Soul Land 4 - Ultimate Fighting Chapter 397 - Heavenly Sacred Splitting Abyss Halberd Turning The Tables Bahasa Indonesia - Indowebnovel

Soul Land 4 – Ultimate Fighting Chapter 397 – Heavenly Sacred Splitting Abyss Halberd Turning The Tables Bahasa Indonesia

Reader Settings

Size :
A-16A+
Daftar Isi

Ledakan yang sangat keras menggema. Petir biru itu memiliki daya tembus yang sangat kuat dan benar-benar menembus dinding besi. Setelah itu, serangkaian ledakan terdengar.

Retakan biru terus menyebar di dinding besi di tengah gemuruh. Tubuh Li Siqi dan Li Siming bahkan terdorong mundur oleh serangan itu, langsung menuju Tang Yuge.

Terlalu kuat!

Mata kedua bersaudara itu dipenuhi dengan keterkejutan. Mereka benar-benar tidak mampu menahan serangan ini. Bagaimana mungkin! Sekuat apa pun Yuanen Huihui, dia hanya satu orang sementara mereka berdua memiliki Jiwa Bela Diri tipe pertahanan yang begitu kuat. Apakah kekuatan serangan Yuanen Huihui benar-benar menjadi begitu kuat setelah Kebangkitan Kedua-nya?

Pada saat yang sama, senyum kemenangan muncul di wajah Tang Yuge. Tinjunya yang diselimuti Cahaya Ilahi Lima Elemen sudah hampir mencapai Lan Xuanyu.

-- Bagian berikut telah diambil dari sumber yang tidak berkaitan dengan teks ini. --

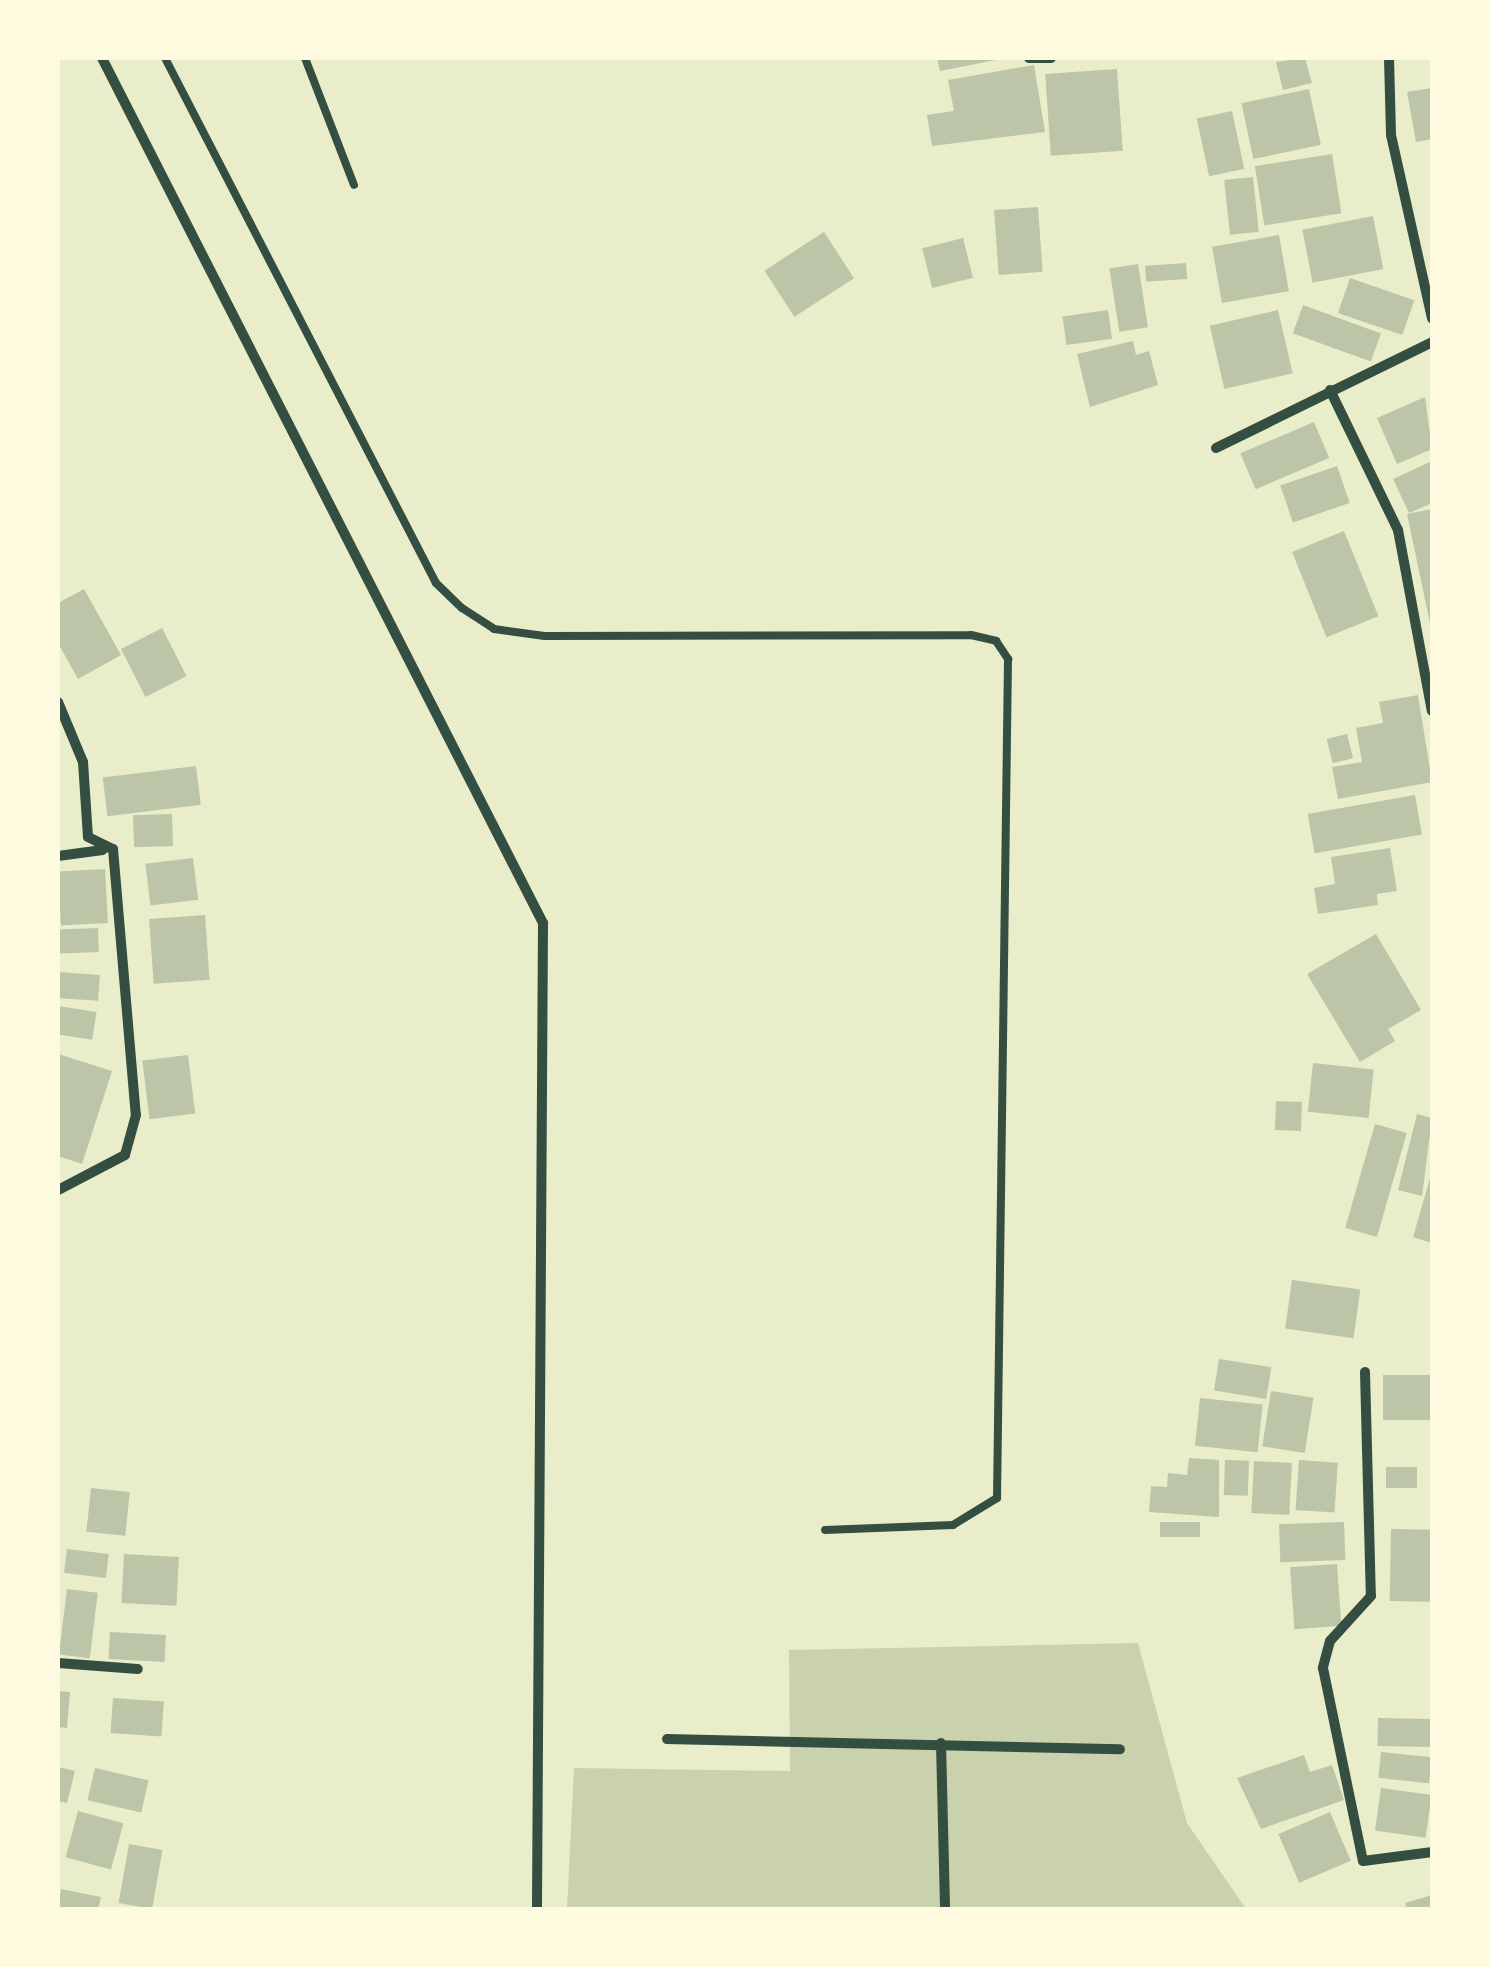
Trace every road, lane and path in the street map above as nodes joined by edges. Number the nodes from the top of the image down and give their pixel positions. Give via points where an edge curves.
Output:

Lan Xuanyu hanyalah seorang master jiwa cincin tiga. Selain otaknya, Tang Yuge belum pernah melihatnya sebagai ancaman sebelumnya.

Saat ini, Lan Xuanyu sudah panik dan sepertinya tidak tahu bagaimana cara menangkis serangan ini.

Cincin jiwa ketiganya berkedip dan cahaya hijau menyelimuti seluruh tubuhnya. Tang Yuge bisa merasakan bahwa itu adalah kekuatan elemen angin.

Elemen angin membantu Lan Xuanyu menghindar dengan sekuat tenaga dan menghindari pukulan pertama Tang Yuge. Namun, dia panik dan malah mundur ke arah Li Siqi dan Li Siming. Bukankah ini sama saja mencari kematian?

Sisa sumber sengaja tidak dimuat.